▶ **What you need to do**
In the data below, find every line that has the string "main", and copy it.

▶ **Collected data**
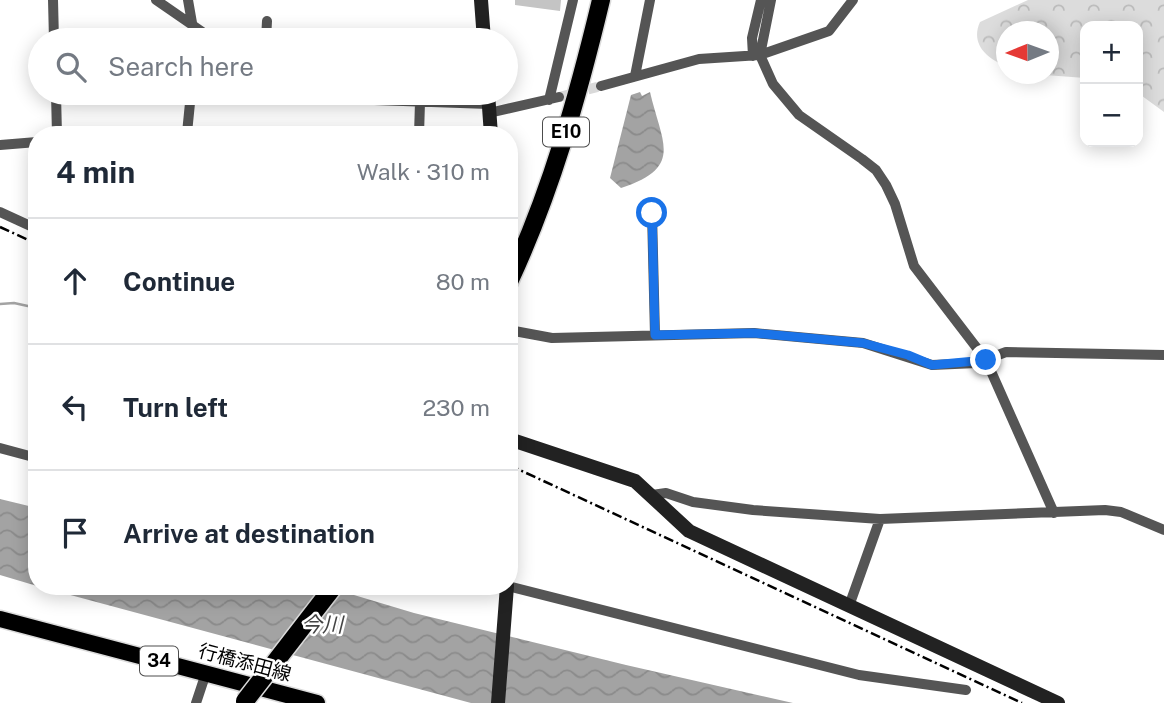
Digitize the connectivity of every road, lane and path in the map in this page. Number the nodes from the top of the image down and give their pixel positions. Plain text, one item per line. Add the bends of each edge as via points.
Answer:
1 (52, 0) edge
2 (156, 0) edge
3 (188, 0) edge
4 (481, 0) edge
5 (573, 0) edge
6 (601, 0) edge
7 (650, 0) edge
8 (761, 0) edge
9 (771, 0) edge
10 (853, 0) edge
11 (267, 21) dead end
12 (53, 28) edge
13 (196, 28) joint
14 (269, 28) edge
15 (483, 28) edge
16 (756, 56) junction
17 (635, 76) junction
18 (601, 86) tunnel mouth
19 (518, 101) edge
20 (56, 105) edge
21 (189, 105) edge
22 (420, 105) edge
23 (489, 105) edge
24 (57, 126) edge
25 (185, 126) edge
26 (419, 126) edge
27 (490, 126) edge
28 (28, 143) edge
29 (0, 145) edge
30 (0, 212) edge
31 (652, 213) dead end
32 (28, 225) edge
33 (518, 263) edge
34 (518, 332) edge
35 (655, 335) junction
36 (1164, 355) edge
37 (986, 360) junction
38 (518, 442) edge
39 (0, 448) edge
40 (28, 456) edge
41 (652, 495) junction
42 (692, 502) junction
43 (667, 512) junction
44 (1054, 513) junction
45 (880, 520) junction
46 (1164, 530) edge
47 (518, 592) edge
48 (327, 595) edge
49 (507, 595) edge
50 (849, 606) junction
51 (0, 619) edge
52 (206, 673) junction
53 (966, 690) dead end
54 (245, 702) edge
55 (196, 703) edge
56 (317, 703) edge
57 (498, 703) edge
58 (1058, 703) edge

1 - 12 street
2 - 13 street
3 - 13 street
4 - 15 street
5 - 19 street via 554,98
6 - 33 highway, E10 via 553,174
7 - 17 street
8 - 16 street via 752,38
9 - 16 street
10 - 16 street via 829,31
11 - 14 street
16 - 17 street via 699,60
16 - 37 street via 799,115 876,170 895,204 914,266
17 - 18 street
20 - 24 street
21 - 25 street
22 - 26 street
23 - 27 street
28 - 29 street
30 - 32 street
31 - 35 street
34 - 35 street via 552,338
35 - 37 street via 754,333 863,343 932,365
36 - 37 street via 1017,352
37 - 44 street
38 - 41 street via 635,481
39 - 40 street
41 - 42 street via 666,493
41 - 43 street
42 - 43 street
42 - 45 street
43 - 50 street via 690,531
44 - 45 street
44 - 46 street via 1121,512
45 - 50 street
47 - 53 street via 859,675
48 - 54 highway, bridge
49 - 57 street
50 - 58 street
51 - 52 main road, 行橋添田線 / 34
52 - 55 street
52 - 56 main road, 行橋添田線 / 34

▶ **Task output**
51 - 52 main road, 行橋添田線 / 34
52 - 56 main road, 行橋添田線 / 34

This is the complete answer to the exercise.